It is well described that a hospital admission is strongly associated with long-term disability (1, 31); rates of hospitalization-associated disability vary between 15–50% (2, 3). Newly acquired disabilities are difficult to recover (32). We found that the probabilities of the post-Q-SNF trajectories were strongly linked to the pre-Q-SNF disability trajectories. Participants with mild or moderate disability were less likely than those with minimal disability to show improvements in functioning in the post-Q-SNF trajectory. The groups with mild or moderate disability were older and had a higher prevalence of physical frailty and cognitive impairment than participants in the minimal disability group. Old age, physical frailty and cognitive impairment are all known predictors of post-hospitalization disability (33).

A higher percentage of participants with moderate disability before the Q-SNF admission did not receive any rehabilitation at admission to the SNF compared with other pre-Q-SNF trajectories. This group more often only needed nursing care. Based on their high level of disability in the year before admission and presence of cognitive impairment, this group had less potential to recover from new disabilities (15, 34). However, independent of pre- and post-Q-SNF trajectory, more than one-third of participants received more than 500 minutes of rehabilitation care (physical therapy, occupational therapy or speech-language therapy). This could be explained by the fact that ADL functioning at the time of admission to the SNF determines the number of minutes of therapy an older person receives within the SNF. As demonstrated, all participants had high levels of disability at admission to the SNF.

Participants who transitioned from minimal disability in the pre-Q-SNF trajectory to no improvement in the year after a Q- SNF admission had the highest 30-day hospital readmission rates and 12-month mortality rates. Previous studies have demonstrated that higher ADL score, cognitive impairment and higher age at the time of admission are associated with both outcomes (3, 35). The study of Kruse et al in nursing home residents that were hospitalized and subsequently discharged to the SNF also found high levels of 30- day mortality in participants with worsening disability trajectories, but not higher levels of 30-day readmission (15). We hypothesize that the hospitalization and illness underlying the hospitalization were so severe, resulting in a large ADL decline, that it made these participants also more vulnerable for other adverse outcomes, such as readmission and mortality.

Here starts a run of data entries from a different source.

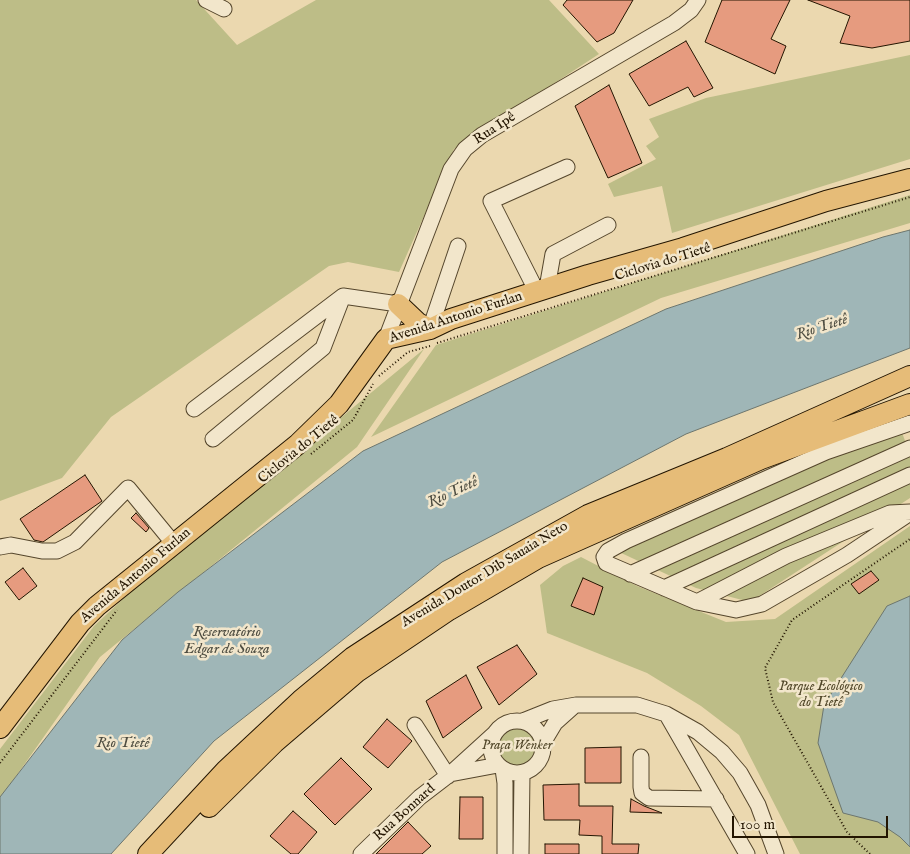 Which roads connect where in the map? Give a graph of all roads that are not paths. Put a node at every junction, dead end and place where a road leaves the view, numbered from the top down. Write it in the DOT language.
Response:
graph roads {
  1 [pos="206,0"];
  2 [pos="698,0"];
  3 [pos="224,9"];
  4 [pos="566,167"];
  5 [pos="910,178"];
  6 [pos="608,226"];
  7 [pos="458,246"];
  8 [pos="542,290"];
  9 [pos="343,296"];
  10 [pos="398,304"];
  11 [pos="451,319"];
  12 [pos="430,329"];
  13 [pos="386,338"];
  14 [pos="363,373"];
  15 [pos="901,379"];
  16 [pos="194,410"];
  17 [pos="905,413"];
  18 [pos="213,439"];
  19 [pos="910,448"];
  20 [pos="871,466"];
  21 [pos="910,475"];
  22 [pos="875,492"];
  23 [pos="910,513"];
  24 [pos="174,544"];
  25 [pos="0,546"];
  26 [pos="630,574"];
  27 [pos="664,588"];
  28 [pos="697,602"];
  29 [pos="576,705"];
  30 [pos="666,714"];
  31 [pos="523,721"];
  32 [pos="415,725"];
  33 [pos="0,728"];
  34 [pos="494,734"];
  35 [pos="543,743"];
  36 [pos="641,757"];
  37 [pos="501,767"];
  38 [pos="522,773"];
  39 [pos="449,775"];
  40 [pos="716,799"];
  41 [pos="737,836"];
  42 [pos="148,854"];
  43 [pos="164,854"];
  44 [pos="361,854"];
  45 [pos="505,854"];
  46 [pos="521,854"];
  47 [pos="735,854"];
  48 [pos="747,854"];
  49 [pos="776,854"];
  1 -- 3 [label="street"];
  2 -- 10 [label="street, Rua Ipê"];
  4 -- 8 [label="street"];
  5 -- 8 [label="main road, Avenida Antonio Furlan"];
  6 -- 8 [label="street"];
  7 -- 12 [label="street"];
  8 -- 11 [label="main road, Avenida Antonio Furlan"];
  9 -- 10 [label="street"];
  9 -- 16 [label="street"];
  9 -- 18 [label="street"];
  10 -- 12 [label="main road"];
  10 -- 13 [label="street, Rua Ipê"];
  11 -- 12 [label="main road, Avenida Antonio Furlan"];
  11 -- 14 [label="main road"];
  12 -- 13 [label="main road, Avenida Antonio Furlan"];
  13 -- 14 [label="main road, Avenida Antonio Furlan"];
  14 -- 24 [label="main road, Avenida Antonio Furlan"];
  15 -- 17 [label="main road"];
  15 -- 42 [label="main road, Avenida Doutor Dib Sauaia Neto"];
  17 -- 26 [label="street"];
  17 -- 43 [label="main road, Avenida Doutor Dib Sauaia Neto"];
  19 -- 20 [label="street"];
  20 -- 22 [label="street"];
  20 -- 26 [label="street"];
  21 -- 22 [label="street"];
  22 -- 27 [label="street"];
  23 -- 28 [label="street"];
  23 -- 28 [label="street"];
  24 -- 25 [label="street"];
  24 -- 33 [label="main road, Avenida Antonio Furlan"];
  26 -- 27 [label="street"];
  27 -- 28 [label="street"];
  29 -- 30 [label="street"];
  29 -- 31 [label="street"];
  29 -- 35 [label="street"];
  30 -- 40 [label="street"];
  30 -- 49 [label="street"];
  31 -- 34 [label="street"];
  31 -- 35 [label="street"];
  32 -- 39 [label="street"];
  34 -- 37 [label="street"];
  34 -- 39 [label="street, Rua Bonnard"];
  35 -- 38 [label="street"];
  36 -- 40 [label="street"];
  37 -- 38 [label="street"];
  37 -- 39 [label="street, Rua Bonnard"];
  37 -- 45 [label="street"];
  38 -- 46 [label="street"];
  39 -- 44 [label="street, Rua Bonnard"];
  40 -- 41 [label="street"];
  41 -- 47 [label="street"];
  41 -- 48 [label="street"];
}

The availability of monthly data on disability in the year before and after the Q-SNF admission is a novel feature of our study. It enabled us to characterize detailed disability trajectories in the year before and after a Q-SNF admission, data that are lacking in most studies. Moreover, we were able to link self-reported data on ADLs to Medicare claims data on hospitalization and rehabilitation. This allowed us to describe rehabilitation care and readmission and mortality outcomes using by joined disability trajectories.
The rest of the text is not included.